Wednesday, October 13

Mini Reviews: October 13th Edition [Nintendo Switch eShop]


The Lightbringer [Rock Square Thunder] (Nindie Choice!) -
Certainly there are plenty of 3D action platformers on the Switch, and they take a variety of forms from intense to more casual. The Lightbringer sort of splits the middle, offering opportunities for challenges if you want to be a completionist but keeping things light if you’re just along for the journey. What’s interesting is how streamlined this experience is, feeling more like a 2D platformer moving in straight lines rather than an open adventure where the goal is exploration. Secrets will be hidden along the way, making you detour a little or double back a bit perhaps, but in general you’re always moving in the direction you want to and in many regards that’s a refreshing change of pace. Some poetic voice acting helps to advance the story, which just gives things a different feel overall as well. While by no means as epic an adventure as you’d normally see in a 3D action platformer, The Lightbringer feels like a solid, steady, and enjoyable adventure that respects your time and delivers generally no-filler thrills… something I can definitely respect.
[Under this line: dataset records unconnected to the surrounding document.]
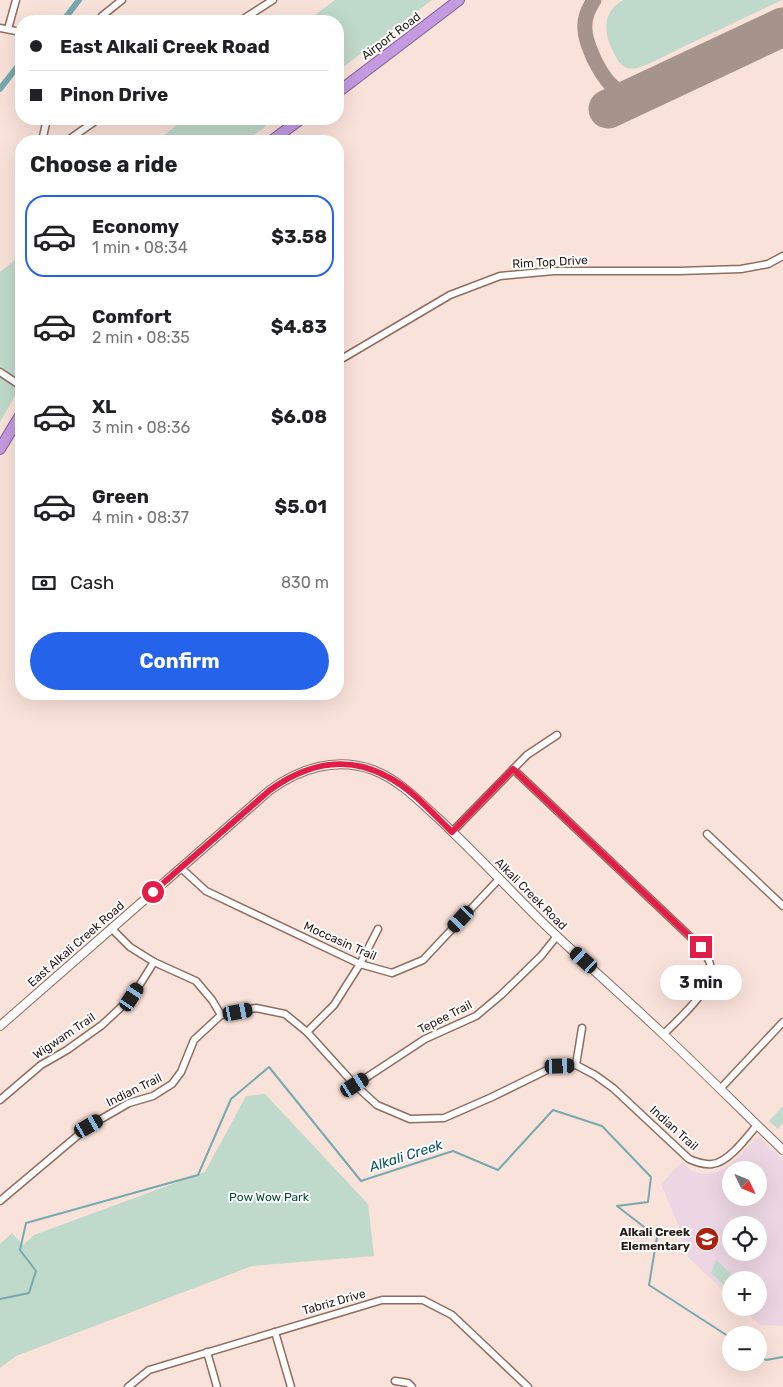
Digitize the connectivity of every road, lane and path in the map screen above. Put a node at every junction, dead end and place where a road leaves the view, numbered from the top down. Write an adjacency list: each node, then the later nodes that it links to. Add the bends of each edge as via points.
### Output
1 (16, 0): 8 (street)
2 (122, 0): 5 (street)
3 (273, 0): 6 (street)
4 (459, 0): 10 (highway, Airport Road)
5 (103, 15)
6 (249, 15)
7 (0, 28): 8 (street)
8 (8, 29): 9 (street)
9 (15, 31)
10 (344, 87)
11 (90, 125): 13 (street)
12 (293, 125): 14 (highway)
13 (75, 135)
14 (279, 135)
15 (783, 256): 16 (street, Rim Top Drive, via 768,264 741,269 554,271 500,276 450,294)
16 (344, 357)
17 (0, 372): 18 (street)
18 (15, 382)
19 (15, 424): 20 (highway)
20 (0, 450)
21 (557, 735): 23 (street, via 527,755)
22 (336, 764): 24 (street, Alkali Creek Road, via 371,769 389,777); 26 (street, East Alkali Creek Road, via 287,778)
23 (513, 769): 24 (street); 39 (street, via 701,947 710,965 709,979 700,996)
24 (452, 832): 27 (street, Alkali Creek Road)
25 (707, 834): 28 (street)
26 (181, 868): 29 (street, East Alkali Creek Road); 33 (street, Moccasin Trail, via 206,891)
27 (499, 878): 31 (street, Alkali Creek Road); 33 (street, Moccasin Trail, via 423,960 392,973)
28 (783, 906)
29 (111, 928): 32 (street, via 130,947); 36 (street, East Alkali Creek Road)
30 (378, 928): 33 (street)
31 (557, 936): 39 (street, Alkali Creek Road); 41 (street, Tepee Trail, via 502,995 476,1016 425,1039)
32 (154, 962): 34 (street, via 196,981); 43 (street, Wigwam Trail, via 132,997 102,1025 41,1065)
33 (360, 964): 38 (street, via 334,1004)
34 (221, 1015): 38 (street, via 256,1008 285,1014); 46 (street, Indian Trail, via 194,1040 181,1072 172,1084 89,1126)
35 (783, 1022): 42 (street)
36 (0, 1026)
37 (582, 1028): 40 (street)
38 (307, 1032): 41 (street)
39 (664, 1034): 42 (street, Alkali Creek Road)
40 (576, 1065): 41 (street, via 547,1070 444,1118 410,1119 377,1105); 44 (street, Indian Trail, via 613,1088 689,1159 700,1163 714,1164 728,1157)
41 (355, 1085)
42 (720, 1089): 44 (street, Alkali Creek Road)
43 (0, 1100)
44 (757, 1125): 45 (street, Alkali Creek Road)
45 (783, 1150)
46 (0, 1201)
47 (275, 1332): 48 (street, Tabriz Drive); 52 (street); 54 (street, Tabriz Drive, via 382,1300 423,1300 452,1315)
48 (208, 1352): 50 (street, Tabriz Drive, via 149,1370); 51 (street)
49 (395, 1381): 53 (street)
50 (128, 1387)
51 (216, 1387)
52 (291, 1387)
53 (412, 1387)
54 (528, 1387)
Nickelodeon All-Star Brawl [Fair Play Labs] - This is one of those titles you walk into with at least a twinge of dread as a reviewer. Not only is it a licensed game, but it is seemingly attempting to at least tangentially take on Smash Bros on its own home turf?!? The thing is, if you don’t spend all of your time picking it apart, and if you really love some of these classic Nickelodeon characters, you can still have a reasonably good button-mashing time with it. I think the biggest weaknesses for me are the lack of items to keep the middling fighting from being so easily apparent and the problems with glitchiness I ran into, which can be really aggravating in some specific stages in particular. That said, my daughter, who grew up with many of these characters, still had a blast and laughed as she’d beat me up with random animated characters in their various color-splashed cartoon levels. Depending on the crowd, things like roster depths and long-standing Nintendo lore don’t have as much pull, nostalgia and familiarity can win. For those people, this will likely be a bit of fun, just be realistic about its limitations going in.
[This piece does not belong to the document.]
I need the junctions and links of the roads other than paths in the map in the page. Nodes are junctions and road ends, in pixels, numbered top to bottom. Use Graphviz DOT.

Gleylancer [Ratalaika Games] - Even having played a ton of arcade shooters over time I’m still fascinated periodically when I run across ones that I’d somehow missed over the years. Gleylancer is one such title I must have missed (no surprise since it was only released on the Mega Drive it appears), and while there’s no doubt it’s a port of a game from over 20 years ago… I was shocked that it impressed me a bit. Central to my enthusiasm was a really smart setup I don’t recall having seen many times where you get to choose the behavior of your drones ahead of time. Granted, experimenting with them was a bit frustrating as you’d learn what they were good and bad for, but I really appreciate this smart and generally well-implemented feature. As for criticisms, the amount of debris you have to weave through in places can make the screen pretty chaotic visually at times, with you needing to keep track of what's a ship, what's trash you can't blow up, and where the bullets are. All in all though, this gem from the past at least feels well worth a look for die hard shooter enthusiasts.


Astria Ascending [Artisan Studios] - Astria Ascending is a bit of an odd bird to me. In many regards when you see its art style, it looks something like the old school manual art of classic 16-bit era titles from the likes of Square. Ornate and generally stunning, it feels like a wonderful homage to what RPG fans used to dream their games would look like one day. The trouble is in most other areas though, which either aren’t reaching for, or are at least failing to meet the high standards set by the game’s looks. Turn-based combat looks cool but plays pretty traditionally (see: somewhat dull), character development is elaborate for sure but the interface and the way it is handled I’d consider difficult to approach and odd. The storytelling, though earnest, feels a bit on the traditional side but I wouldn’t say is done any favors by the voice acting trying to sell it. For genre fans there’s plenty here that may excite you, but for people who only decide to pick up a JRPG once in a blue moon there are some more compelling choices out there for you on the eShop.


Starlight Alliance [origamihero games] - On a general level, though things have begun to change in this generation, it can be tough to get people who’ve only enjoyed AAA titles over the years to take a chance on an indie title. Whatever their biases may be, whether looks, polish, depth, or any number of other potential complaints, making headway to change minds can be tough. While Starlight Alliance shows some effort, there are aspects of it that I think fall in line with some of those stereotypes though, so I would hope the first chance someone takes on an indie wouldn’t be with this game. The controls are a bit funky, collision detection is spotty at best in places can be frustrating, and there are simply some design choices in how the game should play that feel odd, possibly tied to limitations in what either the creative or development teams could pull off. For the patient who have scaled-back expectations there’s a mix of platforming, puzzling, and some light combat here to enjoy… but it can be hard to overlook some of the warts you’ll see along the way.